* Directions for this task:
From the entries that follow, copy every line with the word "Isarfußweg".
Exercise input Start Marker
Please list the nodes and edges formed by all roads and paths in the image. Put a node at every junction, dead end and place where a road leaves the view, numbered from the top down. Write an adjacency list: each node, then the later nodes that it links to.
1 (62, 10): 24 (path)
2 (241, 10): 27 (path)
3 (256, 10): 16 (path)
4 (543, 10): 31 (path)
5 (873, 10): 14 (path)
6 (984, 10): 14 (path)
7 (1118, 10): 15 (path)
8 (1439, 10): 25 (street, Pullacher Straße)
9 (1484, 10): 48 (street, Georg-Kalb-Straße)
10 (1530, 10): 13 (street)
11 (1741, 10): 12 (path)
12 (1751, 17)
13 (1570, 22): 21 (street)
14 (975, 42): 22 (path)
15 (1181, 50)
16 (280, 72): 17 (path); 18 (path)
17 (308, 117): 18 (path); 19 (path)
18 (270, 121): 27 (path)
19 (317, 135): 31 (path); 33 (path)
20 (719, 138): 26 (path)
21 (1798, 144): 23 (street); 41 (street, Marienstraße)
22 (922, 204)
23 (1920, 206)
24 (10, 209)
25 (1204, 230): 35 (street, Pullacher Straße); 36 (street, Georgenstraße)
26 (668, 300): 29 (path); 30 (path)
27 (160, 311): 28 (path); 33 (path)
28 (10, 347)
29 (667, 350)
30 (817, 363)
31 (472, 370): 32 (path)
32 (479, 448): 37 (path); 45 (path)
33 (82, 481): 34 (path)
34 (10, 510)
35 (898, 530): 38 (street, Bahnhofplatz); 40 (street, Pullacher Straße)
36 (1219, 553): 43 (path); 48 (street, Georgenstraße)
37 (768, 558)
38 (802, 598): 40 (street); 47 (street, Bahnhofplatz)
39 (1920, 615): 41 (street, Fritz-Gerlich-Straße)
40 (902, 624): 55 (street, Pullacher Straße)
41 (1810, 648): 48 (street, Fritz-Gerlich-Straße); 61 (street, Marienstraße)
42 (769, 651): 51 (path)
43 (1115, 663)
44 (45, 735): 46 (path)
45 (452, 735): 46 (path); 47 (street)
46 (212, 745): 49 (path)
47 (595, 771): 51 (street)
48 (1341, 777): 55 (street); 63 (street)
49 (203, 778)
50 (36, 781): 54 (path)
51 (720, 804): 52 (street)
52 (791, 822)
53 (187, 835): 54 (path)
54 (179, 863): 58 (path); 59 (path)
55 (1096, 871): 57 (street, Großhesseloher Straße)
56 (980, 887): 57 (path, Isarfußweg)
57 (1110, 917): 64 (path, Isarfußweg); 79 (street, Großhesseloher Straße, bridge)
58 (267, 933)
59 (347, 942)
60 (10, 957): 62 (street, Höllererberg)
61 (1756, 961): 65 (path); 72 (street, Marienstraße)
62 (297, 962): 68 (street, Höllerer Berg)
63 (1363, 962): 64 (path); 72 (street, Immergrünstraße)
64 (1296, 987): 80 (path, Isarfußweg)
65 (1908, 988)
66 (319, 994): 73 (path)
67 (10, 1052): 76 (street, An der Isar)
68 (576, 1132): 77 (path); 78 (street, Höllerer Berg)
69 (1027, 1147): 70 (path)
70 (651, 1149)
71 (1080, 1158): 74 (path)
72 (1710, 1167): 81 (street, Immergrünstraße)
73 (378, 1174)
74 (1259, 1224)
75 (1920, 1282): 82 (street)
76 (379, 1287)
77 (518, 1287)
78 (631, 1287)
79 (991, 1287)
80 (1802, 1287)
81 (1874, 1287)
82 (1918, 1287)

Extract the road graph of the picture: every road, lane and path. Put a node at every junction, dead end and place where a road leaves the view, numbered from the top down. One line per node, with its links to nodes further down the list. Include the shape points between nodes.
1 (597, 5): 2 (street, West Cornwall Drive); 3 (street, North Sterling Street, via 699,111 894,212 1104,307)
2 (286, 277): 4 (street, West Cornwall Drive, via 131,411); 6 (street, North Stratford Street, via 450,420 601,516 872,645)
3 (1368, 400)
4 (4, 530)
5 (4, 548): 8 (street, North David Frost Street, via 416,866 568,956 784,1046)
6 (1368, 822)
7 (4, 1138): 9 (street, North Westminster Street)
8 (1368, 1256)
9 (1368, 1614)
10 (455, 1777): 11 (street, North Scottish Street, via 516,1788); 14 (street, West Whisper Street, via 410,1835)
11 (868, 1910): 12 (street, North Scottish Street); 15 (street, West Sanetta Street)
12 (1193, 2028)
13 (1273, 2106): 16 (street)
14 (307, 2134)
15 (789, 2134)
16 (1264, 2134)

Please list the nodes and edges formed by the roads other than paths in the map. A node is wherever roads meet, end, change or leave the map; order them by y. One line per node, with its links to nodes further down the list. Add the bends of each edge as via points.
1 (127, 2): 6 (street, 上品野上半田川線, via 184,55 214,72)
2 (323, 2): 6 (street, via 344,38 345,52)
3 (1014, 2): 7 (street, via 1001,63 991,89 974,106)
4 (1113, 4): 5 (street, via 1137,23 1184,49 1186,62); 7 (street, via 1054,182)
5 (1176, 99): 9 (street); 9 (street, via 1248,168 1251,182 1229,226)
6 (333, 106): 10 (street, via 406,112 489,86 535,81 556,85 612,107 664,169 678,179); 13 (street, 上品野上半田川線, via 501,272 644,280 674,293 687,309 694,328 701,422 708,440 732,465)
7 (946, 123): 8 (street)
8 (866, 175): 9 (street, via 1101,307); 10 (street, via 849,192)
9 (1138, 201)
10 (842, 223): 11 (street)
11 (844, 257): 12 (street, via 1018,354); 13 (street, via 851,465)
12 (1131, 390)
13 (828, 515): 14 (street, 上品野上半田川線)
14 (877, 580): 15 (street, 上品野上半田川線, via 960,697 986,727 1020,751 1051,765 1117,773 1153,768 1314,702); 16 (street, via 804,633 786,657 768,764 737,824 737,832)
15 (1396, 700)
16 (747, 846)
Exercise input End Marker
* Expected answer:
56 (980, 887): 57 (path, Isarfußweg)
57 (1110, 917): 64 (path, Isarfußweg); 79 (street, Großhesseloher Straße, bridge)
64 (1296, 987): 80 (path, Isarfußweg)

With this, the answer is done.